[Data entries]
....

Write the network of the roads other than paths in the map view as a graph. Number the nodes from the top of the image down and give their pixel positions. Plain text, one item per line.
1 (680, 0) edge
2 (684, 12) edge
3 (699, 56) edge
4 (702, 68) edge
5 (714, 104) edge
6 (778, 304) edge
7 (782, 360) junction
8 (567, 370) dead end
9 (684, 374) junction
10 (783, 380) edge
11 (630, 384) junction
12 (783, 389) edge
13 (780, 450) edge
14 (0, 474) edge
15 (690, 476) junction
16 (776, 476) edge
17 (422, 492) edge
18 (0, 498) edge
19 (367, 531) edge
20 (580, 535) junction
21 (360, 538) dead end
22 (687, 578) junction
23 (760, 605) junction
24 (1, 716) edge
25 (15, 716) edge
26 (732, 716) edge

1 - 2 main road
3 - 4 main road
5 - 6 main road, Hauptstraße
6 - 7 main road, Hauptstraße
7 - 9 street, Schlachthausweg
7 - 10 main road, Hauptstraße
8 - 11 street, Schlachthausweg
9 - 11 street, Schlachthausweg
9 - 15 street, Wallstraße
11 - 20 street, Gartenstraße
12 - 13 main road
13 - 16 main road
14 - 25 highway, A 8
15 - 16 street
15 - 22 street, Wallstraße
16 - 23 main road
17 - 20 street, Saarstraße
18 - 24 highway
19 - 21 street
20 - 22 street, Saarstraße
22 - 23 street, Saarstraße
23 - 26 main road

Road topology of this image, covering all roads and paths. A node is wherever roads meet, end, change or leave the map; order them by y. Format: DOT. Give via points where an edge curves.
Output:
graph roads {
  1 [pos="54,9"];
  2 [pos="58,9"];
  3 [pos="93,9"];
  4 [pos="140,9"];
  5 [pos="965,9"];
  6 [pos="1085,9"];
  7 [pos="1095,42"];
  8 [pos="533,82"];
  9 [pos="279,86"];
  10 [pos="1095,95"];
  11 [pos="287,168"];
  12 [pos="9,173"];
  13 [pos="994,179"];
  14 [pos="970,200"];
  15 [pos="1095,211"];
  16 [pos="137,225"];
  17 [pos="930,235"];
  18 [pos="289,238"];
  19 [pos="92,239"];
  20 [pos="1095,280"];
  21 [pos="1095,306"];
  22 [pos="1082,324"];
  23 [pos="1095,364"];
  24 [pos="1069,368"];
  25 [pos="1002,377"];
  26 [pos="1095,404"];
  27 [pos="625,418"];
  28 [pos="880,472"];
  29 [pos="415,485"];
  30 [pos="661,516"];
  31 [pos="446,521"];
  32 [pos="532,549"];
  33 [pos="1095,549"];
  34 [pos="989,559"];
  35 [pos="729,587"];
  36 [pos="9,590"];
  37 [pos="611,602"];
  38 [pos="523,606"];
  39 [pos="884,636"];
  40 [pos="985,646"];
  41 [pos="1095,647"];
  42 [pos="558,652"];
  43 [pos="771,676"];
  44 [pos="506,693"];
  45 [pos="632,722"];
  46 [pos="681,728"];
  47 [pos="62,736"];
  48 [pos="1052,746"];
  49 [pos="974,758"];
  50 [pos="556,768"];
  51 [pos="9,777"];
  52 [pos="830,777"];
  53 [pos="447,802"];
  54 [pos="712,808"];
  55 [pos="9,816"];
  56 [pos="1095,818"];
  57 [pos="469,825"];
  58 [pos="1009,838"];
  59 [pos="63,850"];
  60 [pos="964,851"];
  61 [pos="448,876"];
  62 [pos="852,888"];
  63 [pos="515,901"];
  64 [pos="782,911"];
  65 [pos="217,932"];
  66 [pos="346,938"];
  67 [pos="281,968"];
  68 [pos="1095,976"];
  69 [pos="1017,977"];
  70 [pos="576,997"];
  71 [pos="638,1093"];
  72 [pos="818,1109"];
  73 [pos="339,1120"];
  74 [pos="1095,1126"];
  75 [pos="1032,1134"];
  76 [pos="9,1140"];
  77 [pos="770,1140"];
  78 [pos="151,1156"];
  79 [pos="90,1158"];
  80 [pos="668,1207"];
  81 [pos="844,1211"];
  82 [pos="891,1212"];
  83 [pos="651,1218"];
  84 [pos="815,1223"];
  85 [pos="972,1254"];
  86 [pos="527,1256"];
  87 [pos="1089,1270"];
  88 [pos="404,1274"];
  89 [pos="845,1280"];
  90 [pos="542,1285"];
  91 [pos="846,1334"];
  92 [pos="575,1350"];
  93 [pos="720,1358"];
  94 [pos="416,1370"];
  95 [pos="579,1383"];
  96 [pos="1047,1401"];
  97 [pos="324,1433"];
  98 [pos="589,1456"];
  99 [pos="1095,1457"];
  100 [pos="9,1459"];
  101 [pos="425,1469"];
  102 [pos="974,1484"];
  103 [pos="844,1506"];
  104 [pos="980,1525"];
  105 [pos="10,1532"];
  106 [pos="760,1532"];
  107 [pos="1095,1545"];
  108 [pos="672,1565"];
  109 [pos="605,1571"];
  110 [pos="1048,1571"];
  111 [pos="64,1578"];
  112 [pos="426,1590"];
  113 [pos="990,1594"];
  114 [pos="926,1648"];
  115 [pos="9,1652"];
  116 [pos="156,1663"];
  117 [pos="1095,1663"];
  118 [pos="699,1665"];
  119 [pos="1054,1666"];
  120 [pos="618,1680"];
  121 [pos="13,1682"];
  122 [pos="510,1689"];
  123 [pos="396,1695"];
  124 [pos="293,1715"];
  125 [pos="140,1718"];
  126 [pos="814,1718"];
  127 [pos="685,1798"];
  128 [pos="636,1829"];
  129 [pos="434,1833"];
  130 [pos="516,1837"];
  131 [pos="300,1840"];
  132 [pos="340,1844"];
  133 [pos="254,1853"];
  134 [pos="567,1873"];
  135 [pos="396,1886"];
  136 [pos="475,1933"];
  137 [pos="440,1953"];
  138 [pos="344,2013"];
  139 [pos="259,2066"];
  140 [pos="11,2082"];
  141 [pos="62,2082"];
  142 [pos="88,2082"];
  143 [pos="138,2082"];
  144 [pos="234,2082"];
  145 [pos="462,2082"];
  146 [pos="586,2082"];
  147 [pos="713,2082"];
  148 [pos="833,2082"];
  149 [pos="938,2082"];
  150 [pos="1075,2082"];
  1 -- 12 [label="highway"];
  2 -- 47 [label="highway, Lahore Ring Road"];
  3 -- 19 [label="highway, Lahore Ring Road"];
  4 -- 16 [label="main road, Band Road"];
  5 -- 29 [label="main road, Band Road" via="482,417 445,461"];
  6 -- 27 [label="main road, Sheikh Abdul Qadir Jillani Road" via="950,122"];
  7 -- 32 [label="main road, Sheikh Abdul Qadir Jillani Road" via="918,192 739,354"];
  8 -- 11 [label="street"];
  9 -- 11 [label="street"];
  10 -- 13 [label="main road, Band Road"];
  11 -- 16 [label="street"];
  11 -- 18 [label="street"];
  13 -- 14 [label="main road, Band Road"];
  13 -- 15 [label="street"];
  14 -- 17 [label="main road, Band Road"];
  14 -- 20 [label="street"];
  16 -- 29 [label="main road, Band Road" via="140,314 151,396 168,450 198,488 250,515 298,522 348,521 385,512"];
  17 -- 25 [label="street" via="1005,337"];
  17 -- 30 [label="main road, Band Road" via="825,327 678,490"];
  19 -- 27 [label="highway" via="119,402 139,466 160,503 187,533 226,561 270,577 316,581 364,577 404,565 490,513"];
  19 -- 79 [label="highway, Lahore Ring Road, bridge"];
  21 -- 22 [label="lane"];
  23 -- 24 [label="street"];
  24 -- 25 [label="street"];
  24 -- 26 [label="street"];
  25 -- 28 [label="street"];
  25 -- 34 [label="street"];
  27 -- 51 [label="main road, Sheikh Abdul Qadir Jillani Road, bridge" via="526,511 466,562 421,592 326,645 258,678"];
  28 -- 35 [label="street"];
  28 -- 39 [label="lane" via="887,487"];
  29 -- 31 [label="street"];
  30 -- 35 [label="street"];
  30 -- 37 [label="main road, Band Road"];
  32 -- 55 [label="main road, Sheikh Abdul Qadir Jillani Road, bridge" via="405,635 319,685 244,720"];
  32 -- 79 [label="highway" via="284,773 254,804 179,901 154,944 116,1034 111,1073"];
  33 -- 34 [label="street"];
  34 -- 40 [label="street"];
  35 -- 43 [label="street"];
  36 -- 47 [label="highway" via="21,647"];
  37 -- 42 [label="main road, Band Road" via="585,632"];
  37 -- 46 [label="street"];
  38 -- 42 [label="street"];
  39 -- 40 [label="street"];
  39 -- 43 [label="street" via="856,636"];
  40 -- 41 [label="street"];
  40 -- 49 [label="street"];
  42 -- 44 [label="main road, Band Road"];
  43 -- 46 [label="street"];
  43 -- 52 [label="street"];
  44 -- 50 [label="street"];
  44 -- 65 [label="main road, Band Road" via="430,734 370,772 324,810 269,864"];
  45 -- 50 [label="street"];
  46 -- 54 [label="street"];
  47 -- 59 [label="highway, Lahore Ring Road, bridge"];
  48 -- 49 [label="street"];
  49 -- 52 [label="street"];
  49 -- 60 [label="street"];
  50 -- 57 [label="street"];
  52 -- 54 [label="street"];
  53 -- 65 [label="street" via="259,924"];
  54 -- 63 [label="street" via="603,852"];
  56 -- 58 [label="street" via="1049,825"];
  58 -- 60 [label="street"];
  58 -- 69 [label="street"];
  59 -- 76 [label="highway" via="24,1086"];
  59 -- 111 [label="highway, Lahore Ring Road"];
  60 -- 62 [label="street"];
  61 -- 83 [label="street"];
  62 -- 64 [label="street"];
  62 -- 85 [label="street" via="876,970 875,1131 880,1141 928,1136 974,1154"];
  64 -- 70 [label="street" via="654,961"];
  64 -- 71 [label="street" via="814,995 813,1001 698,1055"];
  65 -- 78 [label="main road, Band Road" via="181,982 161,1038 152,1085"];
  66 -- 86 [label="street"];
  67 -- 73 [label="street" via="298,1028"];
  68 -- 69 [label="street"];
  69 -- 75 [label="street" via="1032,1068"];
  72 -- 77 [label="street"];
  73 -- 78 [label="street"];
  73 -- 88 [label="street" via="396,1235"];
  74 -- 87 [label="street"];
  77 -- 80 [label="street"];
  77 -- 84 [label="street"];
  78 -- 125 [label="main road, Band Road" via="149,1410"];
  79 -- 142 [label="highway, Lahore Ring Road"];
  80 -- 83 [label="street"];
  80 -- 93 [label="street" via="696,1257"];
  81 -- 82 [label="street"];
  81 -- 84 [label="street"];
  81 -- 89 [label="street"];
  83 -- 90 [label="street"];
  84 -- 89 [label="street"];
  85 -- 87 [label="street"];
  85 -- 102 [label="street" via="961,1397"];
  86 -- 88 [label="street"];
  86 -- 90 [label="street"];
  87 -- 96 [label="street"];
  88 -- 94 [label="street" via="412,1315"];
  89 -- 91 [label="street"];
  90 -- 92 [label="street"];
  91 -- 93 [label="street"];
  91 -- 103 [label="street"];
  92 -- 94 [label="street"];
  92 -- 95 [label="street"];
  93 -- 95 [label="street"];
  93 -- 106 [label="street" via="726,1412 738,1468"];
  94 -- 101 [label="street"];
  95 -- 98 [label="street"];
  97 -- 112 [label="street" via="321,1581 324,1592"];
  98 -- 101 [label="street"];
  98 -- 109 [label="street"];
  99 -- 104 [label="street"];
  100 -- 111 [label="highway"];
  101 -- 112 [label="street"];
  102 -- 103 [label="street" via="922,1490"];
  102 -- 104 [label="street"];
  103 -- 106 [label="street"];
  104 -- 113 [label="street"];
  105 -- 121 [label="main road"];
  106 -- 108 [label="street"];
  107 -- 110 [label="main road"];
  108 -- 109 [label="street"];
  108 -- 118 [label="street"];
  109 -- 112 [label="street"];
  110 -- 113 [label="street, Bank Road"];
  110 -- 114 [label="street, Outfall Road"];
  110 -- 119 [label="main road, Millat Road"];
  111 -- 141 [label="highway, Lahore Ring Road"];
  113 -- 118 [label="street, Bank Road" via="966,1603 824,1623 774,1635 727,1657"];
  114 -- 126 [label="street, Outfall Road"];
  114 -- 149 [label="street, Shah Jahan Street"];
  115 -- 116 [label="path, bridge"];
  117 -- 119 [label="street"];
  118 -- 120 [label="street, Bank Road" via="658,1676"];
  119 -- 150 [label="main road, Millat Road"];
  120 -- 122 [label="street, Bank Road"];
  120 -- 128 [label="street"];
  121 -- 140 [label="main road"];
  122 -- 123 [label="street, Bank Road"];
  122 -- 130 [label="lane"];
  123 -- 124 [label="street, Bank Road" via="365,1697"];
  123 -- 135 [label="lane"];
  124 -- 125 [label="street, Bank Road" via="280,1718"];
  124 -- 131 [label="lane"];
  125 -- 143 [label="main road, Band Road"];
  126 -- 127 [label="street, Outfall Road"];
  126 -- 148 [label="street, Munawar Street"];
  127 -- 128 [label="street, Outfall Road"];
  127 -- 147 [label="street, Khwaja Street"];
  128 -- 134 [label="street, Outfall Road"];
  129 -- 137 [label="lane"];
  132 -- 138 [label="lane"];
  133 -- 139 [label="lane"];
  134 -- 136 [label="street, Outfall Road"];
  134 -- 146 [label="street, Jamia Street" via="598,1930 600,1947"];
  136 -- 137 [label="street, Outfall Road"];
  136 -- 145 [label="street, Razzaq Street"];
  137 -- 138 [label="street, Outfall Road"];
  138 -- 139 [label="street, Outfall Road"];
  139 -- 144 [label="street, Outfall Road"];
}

....

• _Task prompt_
Which lines hold the word "Schlachthausweg"? Return all of them from the records above.

• _Answer section_
7 - 9 street, Schlachthausweg
8 - 11 street, Schlachthausweg
9 - 11 street, Schlachthausweg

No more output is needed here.